> Directions for this task
Every line with "Julio" in it should be copied from the data.

━━━ Given records ━━━

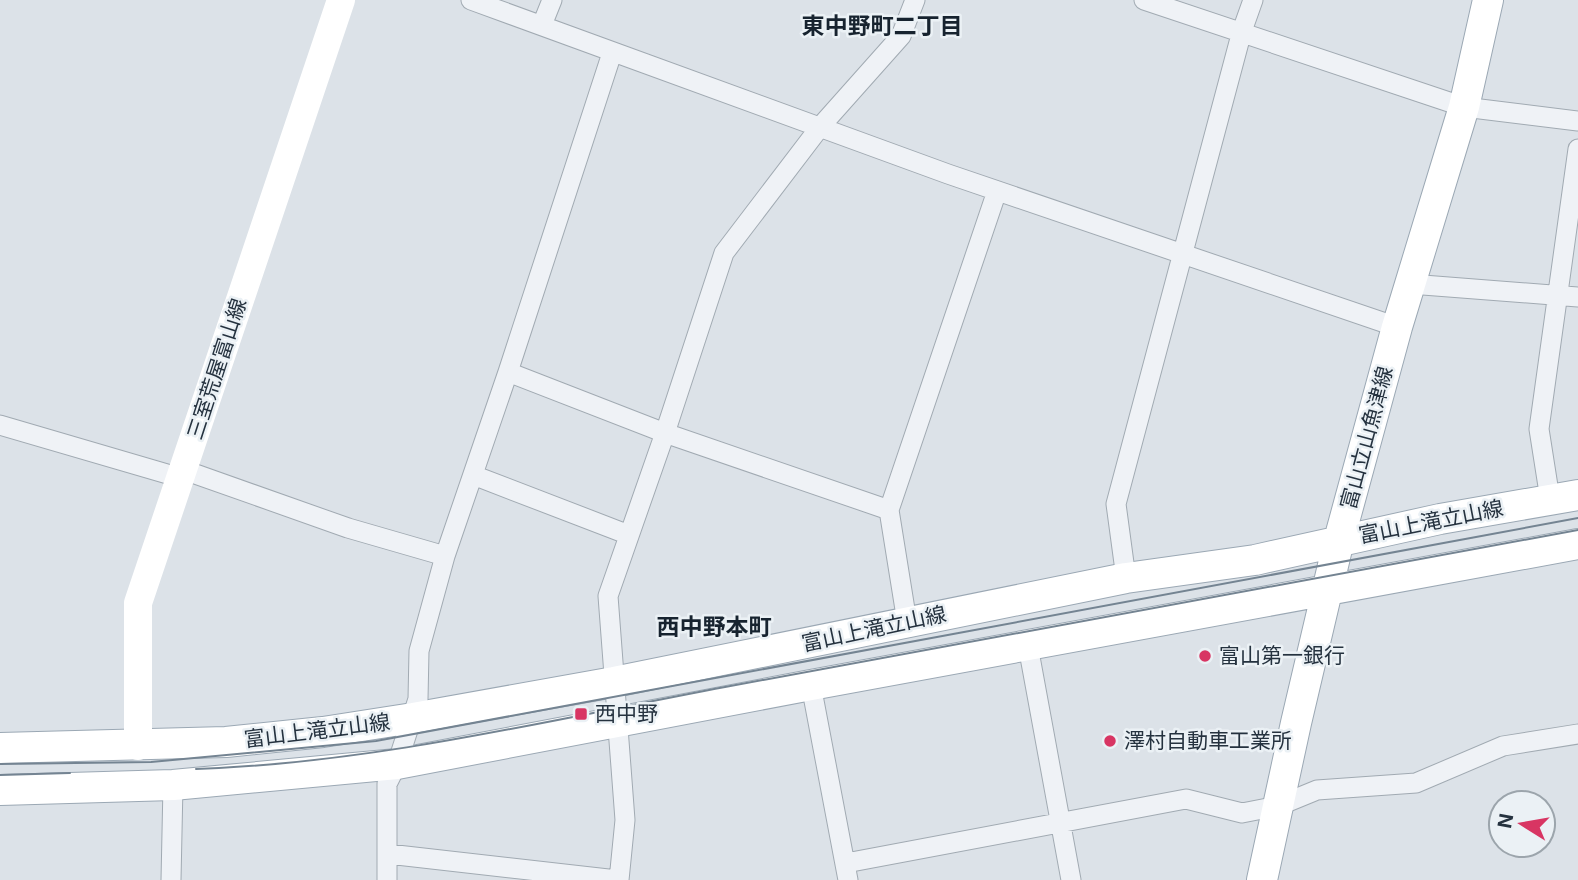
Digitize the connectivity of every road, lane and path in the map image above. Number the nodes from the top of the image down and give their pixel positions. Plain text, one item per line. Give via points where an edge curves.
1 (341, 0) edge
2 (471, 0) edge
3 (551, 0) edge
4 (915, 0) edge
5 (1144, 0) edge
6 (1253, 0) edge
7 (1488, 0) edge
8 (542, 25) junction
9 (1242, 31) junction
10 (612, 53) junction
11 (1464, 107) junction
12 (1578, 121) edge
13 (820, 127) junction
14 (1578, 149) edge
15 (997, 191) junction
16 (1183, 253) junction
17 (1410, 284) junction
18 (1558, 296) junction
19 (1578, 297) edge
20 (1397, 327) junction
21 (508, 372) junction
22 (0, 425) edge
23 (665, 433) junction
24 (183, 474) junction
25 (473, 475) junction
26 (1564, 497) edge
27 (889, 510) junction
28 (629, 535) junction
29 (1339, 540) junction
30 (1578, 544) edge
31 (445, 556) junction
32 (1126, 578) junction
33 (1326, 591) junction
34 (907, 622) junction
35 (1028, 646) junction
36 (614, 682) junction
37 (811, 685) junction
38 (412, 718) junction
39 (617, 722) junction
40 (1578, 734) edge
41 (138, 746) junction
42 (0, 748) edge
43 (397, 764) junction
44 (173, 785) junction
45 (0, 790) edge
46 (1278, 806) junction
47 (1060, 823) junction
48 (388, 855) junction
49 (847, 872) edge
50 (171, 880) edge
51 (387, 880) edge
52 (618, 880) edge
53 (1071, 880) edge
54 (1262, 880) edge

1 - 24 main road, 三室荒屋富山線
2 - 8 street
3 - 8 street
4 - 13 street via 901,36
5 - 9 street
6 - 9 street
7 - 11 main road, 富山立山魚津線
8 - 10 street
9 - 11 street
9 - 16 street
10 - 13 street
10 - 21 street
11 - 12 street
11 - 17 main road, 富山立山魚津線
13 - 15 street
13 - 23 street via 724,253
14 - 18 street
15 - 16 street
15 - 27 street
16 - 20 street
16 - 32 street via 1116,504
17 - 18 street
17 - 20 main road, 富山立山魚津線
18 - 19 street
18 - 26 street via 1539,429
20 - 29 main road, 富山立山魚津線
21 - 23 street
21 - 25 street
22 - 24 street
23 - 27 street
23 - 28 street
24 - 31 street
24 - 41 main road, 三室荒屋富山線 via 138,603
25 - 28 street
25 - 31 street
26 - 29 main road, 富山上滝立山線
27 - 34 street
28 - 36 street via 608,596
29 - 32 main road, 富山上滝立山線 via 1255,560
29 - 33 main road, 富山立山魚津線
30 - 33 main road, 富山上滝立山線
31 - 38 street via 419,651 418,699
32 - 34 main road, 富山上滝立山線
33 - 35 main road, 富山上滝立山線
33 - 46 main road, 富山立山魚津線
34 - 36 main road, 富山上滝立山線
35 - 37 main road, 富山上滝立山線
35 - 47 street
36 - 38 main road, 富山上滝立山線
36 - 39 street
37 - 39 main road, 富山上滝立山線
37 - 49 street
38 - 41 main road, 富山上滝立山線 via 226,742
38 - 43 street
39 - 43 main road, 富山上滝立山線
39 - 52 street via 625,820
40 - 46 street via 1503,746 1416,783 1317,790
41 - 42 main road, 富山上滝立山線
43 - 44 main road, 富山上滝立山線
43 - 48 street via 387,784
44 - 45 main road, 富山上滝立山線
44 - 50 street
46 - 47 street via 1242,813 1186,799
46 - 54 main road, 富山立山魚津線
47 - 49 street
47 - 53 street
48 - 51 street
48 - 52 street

━━━
━━━ Given records ━━━

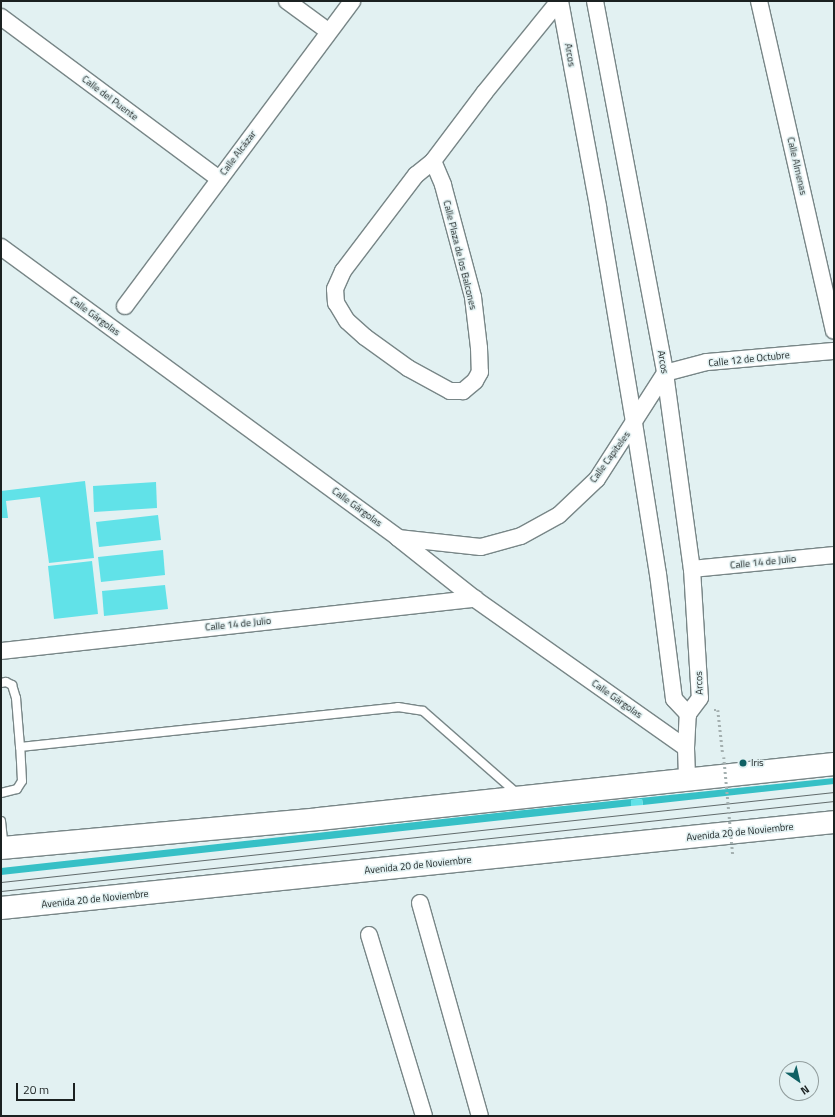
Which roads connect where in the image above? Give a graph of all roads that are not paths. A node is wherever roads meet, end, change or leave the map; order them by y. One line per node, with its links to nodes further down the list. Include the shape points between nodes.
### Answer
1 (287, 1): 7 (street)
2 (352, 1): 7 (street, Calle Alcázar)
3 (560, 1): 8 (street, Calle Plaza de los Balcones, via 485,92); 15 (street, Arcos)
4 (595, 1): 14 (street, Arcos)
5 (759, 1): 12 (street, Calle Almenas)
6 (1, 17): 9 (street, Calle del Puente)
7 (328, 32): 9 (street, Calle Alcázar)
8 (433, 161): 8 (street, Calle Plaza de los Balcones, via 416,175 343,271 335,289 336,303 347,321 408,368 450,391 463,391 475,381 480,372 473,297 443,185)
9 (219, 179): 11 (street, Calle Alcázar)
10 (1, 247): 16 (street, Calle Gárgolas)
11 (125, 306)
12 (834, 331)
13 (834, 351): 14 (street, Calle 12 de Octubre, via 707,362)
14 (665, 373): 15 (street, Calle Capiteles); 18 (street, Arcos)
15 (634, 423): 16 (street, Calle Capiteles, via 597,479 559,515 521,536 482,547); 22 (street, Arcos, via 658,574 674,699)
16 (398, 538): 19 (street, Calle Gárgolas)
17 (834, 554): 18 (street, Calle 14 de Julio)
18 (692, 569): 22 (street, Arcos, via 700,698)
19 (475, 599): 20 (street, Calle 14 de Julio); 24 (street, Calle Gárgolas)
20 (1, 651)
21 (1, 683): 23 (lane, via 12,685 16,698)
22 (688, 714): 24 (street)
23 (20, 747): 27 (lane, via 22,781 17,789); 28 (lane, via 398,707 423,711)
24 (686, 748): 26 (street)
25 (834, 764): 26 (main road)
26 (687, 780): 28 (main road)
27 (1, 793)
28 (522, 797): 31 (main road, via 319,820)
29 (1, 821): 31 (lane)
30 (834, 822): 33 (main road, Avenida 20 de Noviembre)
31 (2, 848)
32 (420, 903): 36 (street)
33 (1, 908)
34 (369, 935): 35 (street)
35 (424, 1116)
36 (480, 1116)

━━━

> Solution to this problem
17 (834, 554): 18 (street, Calle 14 de Julio)
19 (475, 599): 20 (street, Calle 14 de Julio); 24 (street, Calle Gárgolas)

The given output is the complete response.